In England, TB is in hazard Group 3 and must be processed in a microbiological safety cabinet under full containment level 3 conditions. Does this happen with biochemical analyses in English or Irish hospitals? No!
A detailed public health report from Belgium in 2006, described common laboratory methodologies involved in TB analysis but biochemical autoanalysers did not feature (13).
Current analytical practice
The Beckman Coulter AU 5400 autoanalyser (Bath, UK) is used for estimation of CSF glucose and protein in this institution. Aerosol micro-droplets are possible in the process of autopipetting a specimen aliquot into the cuvette and also at the reagent mixing stage. All infectious blood specimens involving HIV, HepB, HepC and unknown are treated in a similar manner. It is impossible to eliminate all risk from infectious pathogens.
Accreditation challenge and improved safety monitoring
ISO 15189 accreditation inspectors have not focused or commented on this issue to date.

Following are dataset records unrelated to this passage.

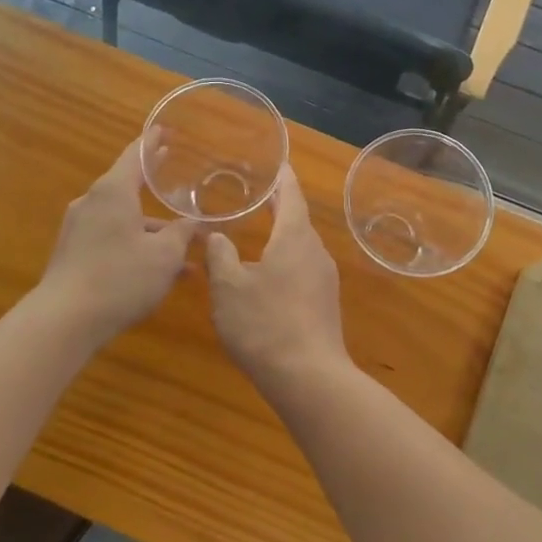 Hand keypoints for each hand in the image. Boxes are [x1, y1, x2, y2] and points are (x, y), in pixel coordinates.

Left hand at [39, 140, 198, 343]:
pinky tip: (158, 272)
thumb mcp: (164, 255)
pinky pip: (111, 238)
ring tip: (183, 248)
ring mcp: (79, 228)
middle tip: (170, 166)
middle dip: (152, 181)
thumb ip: (182, 233)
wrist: (64, 321)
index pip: (135, 155)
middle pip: (127, 185)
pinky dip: (135, 245)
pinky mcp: (73, 253)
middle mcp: (92, 202)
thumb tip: (194, 222)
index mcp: (113, 191)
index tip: (164, 130)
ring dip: (151, 229)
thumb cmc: (120, 278)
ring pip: (123, 218)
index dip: (152, 142)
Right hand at [205, 165, 348, 386]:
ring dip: (282, 239)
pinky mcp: (326, 305)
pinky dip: (286, 264)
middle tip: (256, 197)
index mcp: (295, 237)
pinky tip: (269, 279)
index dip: (283, 178)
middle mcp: (316, 252)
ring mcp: (325, 280)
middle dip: (279, 208)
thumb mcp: (229, 288)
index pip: (291, 195)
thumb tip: (216, 235)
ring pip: (301, 249)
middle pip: (298, 221)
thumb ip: (221, 256)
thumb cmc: (265, 323)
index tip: (277, 163)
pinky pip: (304, 272)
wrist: (309, 378)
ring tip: (258, 235) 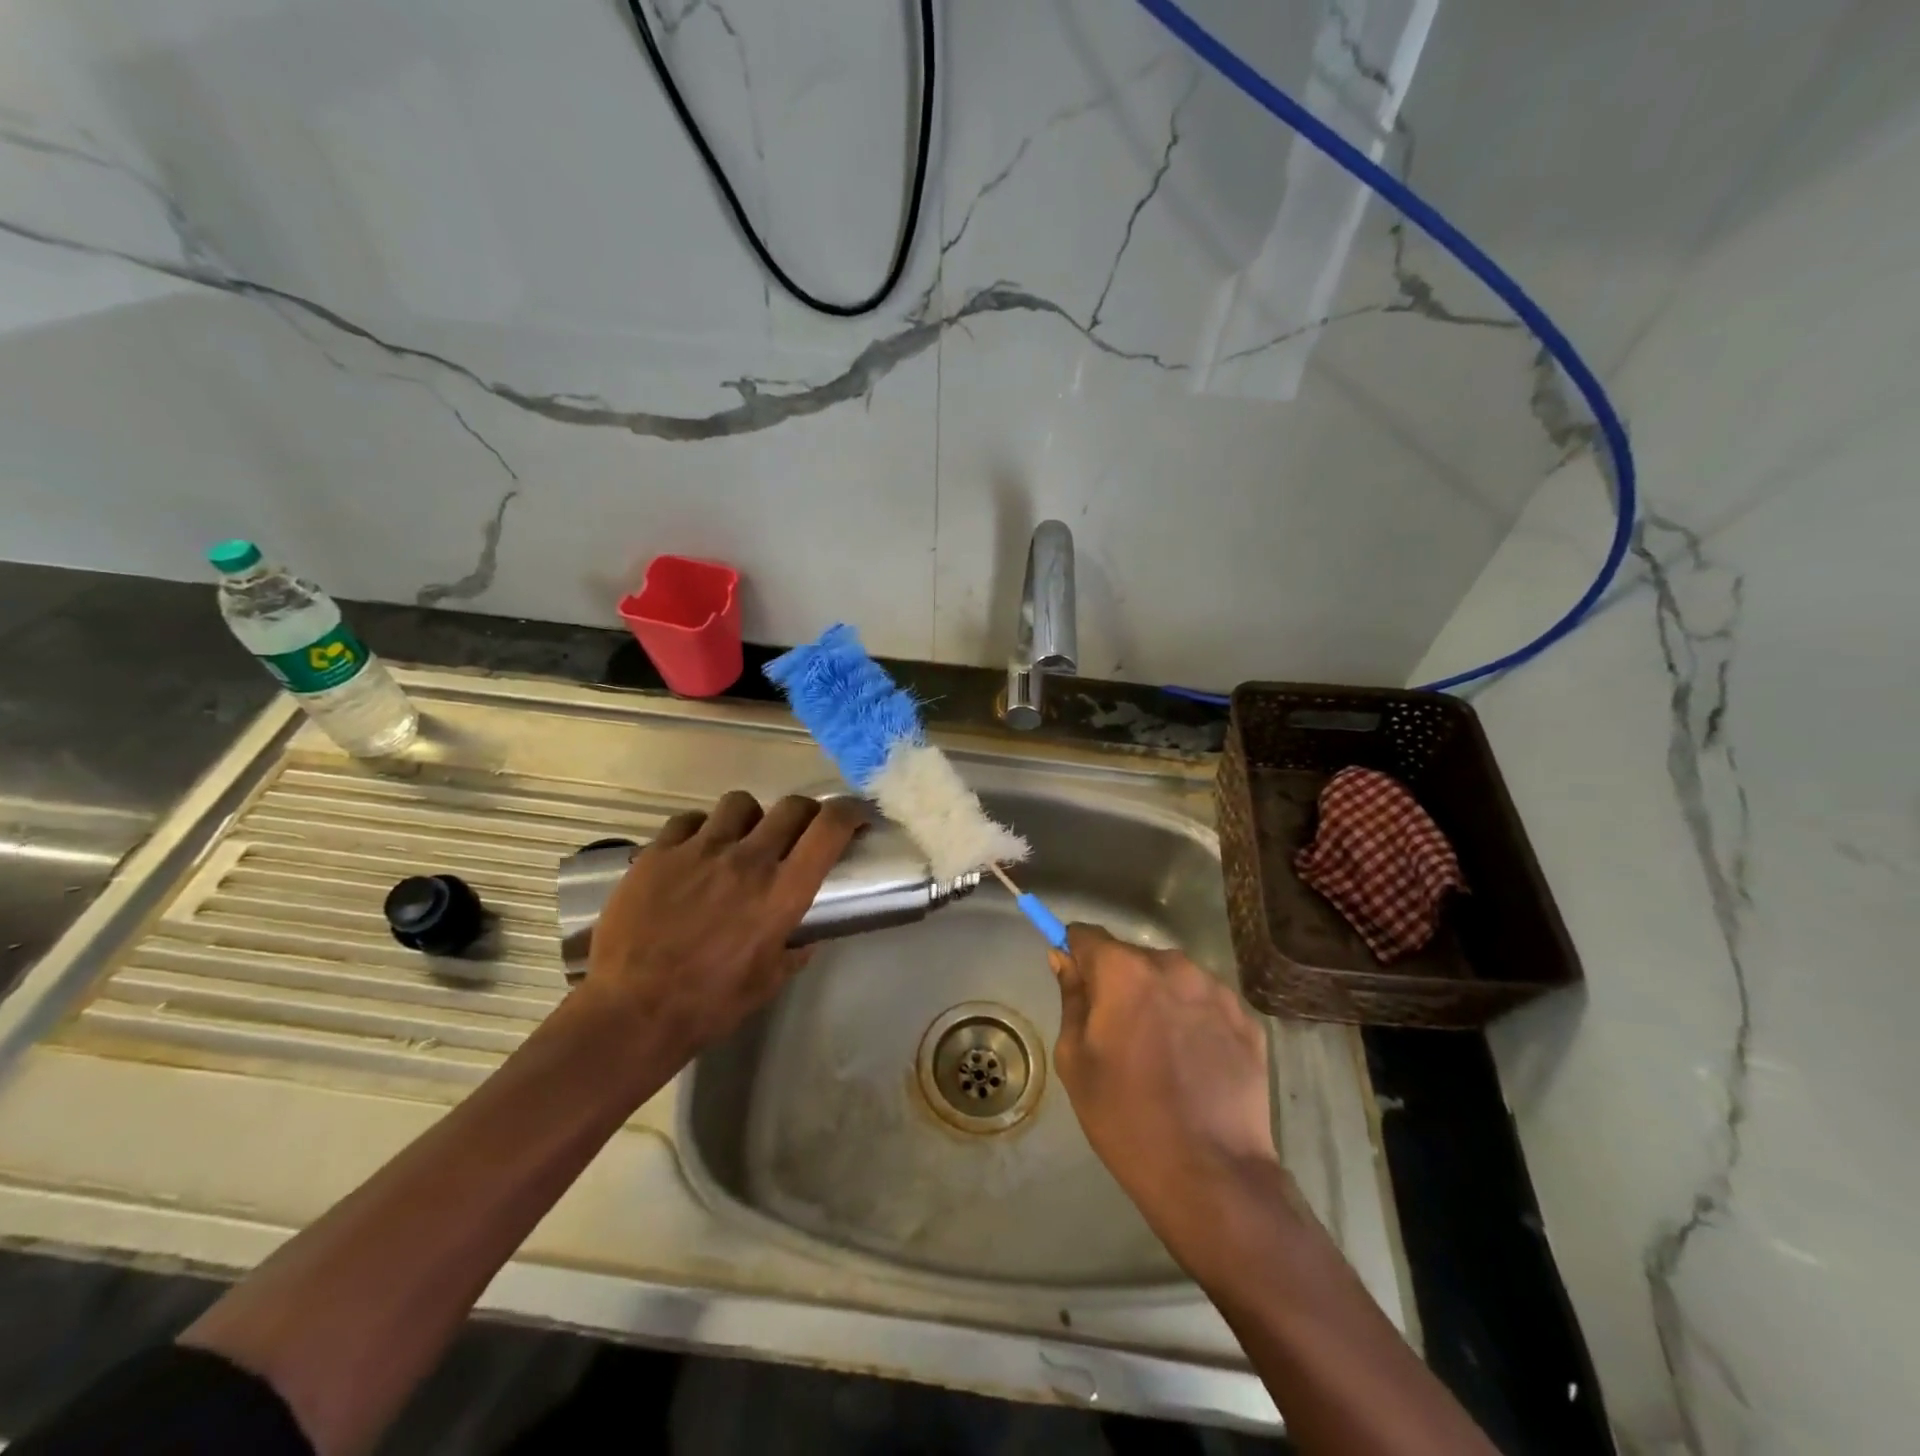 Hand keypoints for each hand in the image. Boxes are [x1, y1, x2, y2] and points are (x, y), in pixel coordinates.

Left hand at [583, 791, 863, 1060]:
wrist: (630, 1013)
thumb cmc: (708, 1005)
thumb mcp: (767, 983)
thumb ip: (793, 951)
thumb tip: (804, 937)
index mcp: (782, 892)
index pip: (829, 828)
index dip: (850, 812)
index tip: (855, 817)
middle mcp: (747, 860)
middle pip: (791, 806)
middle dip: (804, 814)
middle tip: (799, 831)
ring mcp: (700, 850)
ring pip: (740, 803)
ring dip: (750, 818)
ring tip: (740, 839)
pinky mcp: (658, 853)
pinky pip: (689, 820)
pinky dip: (700, 830)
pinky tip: (694, 853)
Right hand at [1051, 924, 1282, 1258]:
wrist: (1210, 1175)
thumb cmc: (1126, 1116)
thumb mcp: (1076, 1059)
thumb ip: (1072, 998)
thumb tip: (1064, 959)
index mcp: (1124, 971)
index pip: (1088, 936)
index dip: (1075, 953)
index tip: (1075, 981)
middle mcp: (1173, 965)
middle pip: (1134, 958)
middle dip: (1120, 983)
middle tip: (1118, 1032)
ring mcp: (1217, 990)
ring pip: (1173, 979)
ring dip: (1160, 999)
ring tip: (1161, 1052)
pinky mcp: (1247, 1019)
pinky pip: (1206, 1004)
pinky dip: (1194, 1020)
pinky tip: (1194, 1064)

Will the precautionary principle be applied with CSF glucose and protein analysis being performed in negative pressure cabinets with staff in space suits using specially designated equipment or will common sense prevail and current practice continue?
It is possible that additional preventive measures for biochemical analyses of TB specimens will become the norm because health and safety regulations specify more stringent precautions than are currently in widespread practice. Where suitably sensitive point-of-care devices for relevant biochemical analytes become available, these can be used in the negative air pressure biological safety cabinets in the microbiology departments which would divert the issue away from biochemistry technologists.
Concluding recommendation for staff
Staff involved in testing of TB specimens in clinical chemistry laboratories as well as those in microbiology laboratories should have baseline screening for TB on job commencement and follow-up annual clinical appraisals. Annual Mantoux skin test or an interferon-γ release assay should be done to check for conversion. Those with positive results should have a chest X-ray and appropriate treatment. These annual staff tests are not done in Clinical Chemistry departments at present.